Do you ever wonder why you are asked to turn off mobile phones and electronic games in an aircraft or hospital, where there are other electrical and electronic systems upon which many people’s lives may depend?

Is your favourite radio programme interrupted by interference or the TV screen covered in ‘snow’ when someone uses a vacuum cleaner or electric drill nearby? EMC – Electromagnetic Compatibility. EMC is a regulatory framework to control the amount of ‘noise’ emitted by electrical devices. PA systems are very good at picking up this noise so it’s particularly relevant to our industry.

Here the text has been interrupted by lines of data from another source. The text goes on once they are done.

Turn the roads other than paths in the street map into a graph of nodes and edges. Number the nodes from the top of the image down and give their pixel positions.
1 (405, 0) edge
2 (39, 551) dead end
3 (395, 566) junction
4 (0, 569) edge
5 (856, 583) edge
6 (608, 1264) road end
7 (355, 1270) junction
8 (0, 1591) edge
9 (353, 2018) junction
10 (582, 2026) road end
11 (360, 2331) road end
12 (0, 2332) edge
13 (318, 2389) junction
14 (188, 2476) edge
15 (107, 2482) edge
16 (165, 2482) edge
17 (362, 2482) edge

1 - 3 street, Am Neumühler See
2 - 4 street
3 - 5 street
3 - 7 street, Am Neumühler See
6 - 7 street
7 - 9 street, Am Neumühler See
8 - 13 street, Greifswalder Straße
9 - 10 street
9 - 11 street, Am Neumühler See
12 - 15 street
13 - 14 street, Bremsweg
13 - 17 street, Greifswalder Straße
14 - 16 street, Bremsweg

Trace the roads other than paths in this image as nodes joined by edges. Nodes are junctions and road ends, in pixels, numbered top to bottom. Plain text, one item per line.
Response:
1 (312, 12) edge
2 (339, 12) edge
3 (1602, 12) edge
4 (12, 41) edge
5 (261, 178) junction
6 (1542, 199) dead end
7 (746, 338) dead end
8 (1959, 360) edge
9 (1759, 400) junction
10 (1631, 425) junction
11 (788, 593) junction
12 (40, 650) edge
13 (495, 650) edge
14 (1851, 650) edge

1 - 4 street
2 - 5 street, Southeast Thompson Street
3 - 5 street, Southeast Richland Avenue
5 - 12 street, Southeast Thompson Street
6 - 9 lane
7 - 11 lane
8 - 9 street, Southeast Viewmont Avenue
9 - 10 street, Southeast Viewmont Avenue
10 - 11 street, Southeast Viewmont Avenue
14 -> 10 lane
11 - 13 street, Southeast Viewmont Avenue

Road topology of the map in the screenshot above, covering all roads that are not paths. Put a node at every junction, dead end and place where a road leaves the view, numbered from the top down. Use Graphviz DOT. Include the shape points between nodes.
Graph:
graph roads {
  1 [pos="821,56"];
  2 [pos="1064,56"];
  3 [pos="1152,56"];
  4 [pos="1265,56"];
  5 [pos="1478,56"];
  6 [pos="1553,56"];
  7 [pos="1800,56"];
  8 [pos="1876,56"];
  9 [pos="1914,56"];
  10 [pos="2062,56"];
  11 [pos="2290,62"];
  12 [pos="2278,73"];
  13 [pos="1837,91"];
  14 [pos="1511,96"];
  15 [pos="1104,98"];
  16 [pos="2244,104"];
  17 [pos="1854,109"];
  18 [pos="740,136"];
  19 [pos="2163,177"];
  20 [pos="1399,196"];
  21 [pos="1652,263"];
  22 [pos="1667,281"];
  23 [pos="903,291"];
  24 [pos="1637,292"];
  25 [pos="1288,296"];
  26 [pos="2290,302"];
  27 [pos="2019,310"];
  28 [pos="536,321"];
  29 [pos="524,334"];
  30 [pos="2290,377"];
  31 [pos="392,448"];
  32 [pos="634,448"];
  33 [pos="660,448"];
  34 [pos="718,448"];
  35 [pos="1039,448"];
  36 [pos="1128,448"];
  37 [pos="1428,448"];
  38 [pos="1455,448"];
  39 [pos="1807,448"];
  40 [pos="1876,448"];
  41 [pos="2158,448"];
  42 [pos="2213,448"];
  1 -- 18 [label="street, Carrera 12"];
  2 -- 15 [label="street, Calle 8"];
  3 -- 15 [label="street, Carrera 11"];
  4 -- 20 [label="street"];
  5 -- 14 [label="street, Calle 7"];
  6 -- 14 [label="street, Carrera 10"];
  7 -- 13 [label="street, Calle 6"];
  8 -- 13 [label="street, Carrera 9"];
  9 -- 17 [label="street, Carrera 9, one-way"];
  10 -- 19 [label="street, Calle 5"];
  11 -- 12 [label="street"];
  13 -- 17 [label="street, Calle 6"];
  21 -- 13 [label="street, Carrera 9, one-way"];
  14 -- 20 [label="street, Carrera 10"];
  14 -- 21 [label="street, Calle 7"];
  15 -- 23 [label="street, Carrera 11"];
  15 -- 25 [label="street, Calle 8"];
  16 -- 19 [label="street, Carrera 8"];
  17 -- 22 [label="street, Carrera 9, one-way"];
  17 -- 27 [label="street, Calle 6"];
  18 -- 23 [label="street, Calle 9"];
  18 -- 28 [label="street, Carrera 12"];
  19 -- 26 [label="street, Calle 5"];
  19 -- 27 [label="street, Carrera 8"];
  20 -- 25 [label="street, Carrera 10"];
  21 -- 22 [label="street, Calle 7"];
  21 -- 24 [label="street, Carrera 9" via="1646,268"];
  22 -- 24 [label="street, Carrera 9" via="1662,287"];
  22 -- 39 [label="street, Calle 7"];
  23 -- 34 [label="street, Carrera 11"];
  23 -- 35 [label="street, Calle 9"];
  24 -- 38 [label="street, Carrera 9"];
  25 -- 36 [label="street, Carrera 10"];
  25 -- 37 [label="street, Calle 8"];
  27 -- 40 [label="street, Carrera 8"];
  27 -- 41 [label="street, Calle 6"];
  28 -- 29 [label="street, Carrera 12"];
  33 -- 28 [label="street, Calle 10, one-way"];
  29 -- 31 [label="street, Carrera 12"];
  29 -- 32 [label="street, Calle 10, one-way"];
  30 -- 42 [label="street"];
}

Any electrical item imported into or manufactured in Australia and New Zealand and then supplied must comply with Australian and New Zealand standards. This not only covers distributors who import a lot of product, but also a sole trader who imports and supplies a few items to friends. Both must make sure they comply with the regulations. A mobile DJ who purchases a few lights on Alibaba for his mobile disco is also regarded as an importer and a rental, even on your own events, is a form of supply and is also subject to the regulations.

The following standards apply to the products used in the entertainment industry. There are others for more specialised product.

AS/NZSCISPR32 – Information technology equipment, modems, etc.

EN55032 – Sound and television broadcast receivers, radio receivers, DVD/CD Players, audio amplifiers, surround sound equipment.

CISPR32 – Multimedia equipment intended primarily for professional use.

EN55103-1 – Audio, video, audio-visual and entertainment lighting control apparatus for professional use.

AS/NZSCISPR15 – Lighting equipment, lighting accessories, ballasts, dimmers.

EN55015 – Lighting equipment.

These standards are available for sale (at considerable expense) at Standards Australia  and the International Electrotechnical Commission.

The Regulatory Compliance Mark or RCM is the system used in Australia and entails a national product database managed by the Electrical Regulatory Authority Council (ERAC). A similar system is used in New Zealand and is managed by the Radio Spectrum Management. The system uses the RCM mark which can be affixed to product once compliance has been demonstrated.

This system requires Australian and New Zealand importers and manufacturers sign declarations of conformity, provide evidence of same and use the RCM mark. It specifically prohibits overseas suppliers signing declarations or placing the RCM mark on products. The intent is that the entity in Australia or New Zealand who imported or manufactured the product is responsible for its compliance.

The fact that an item may have CE or UL compliance and markings does not necessarily mean it complies with Australian or New Zealand Standards.

A compliance record for all items, regardless of level is required. It must be in English and may be kept in electronic form. Records must be available for inspection within 10 working days of receiving an inspection notice from ACMA. Records must be kept for 5 years after the importer/manufacturer ceases to supply product in the market.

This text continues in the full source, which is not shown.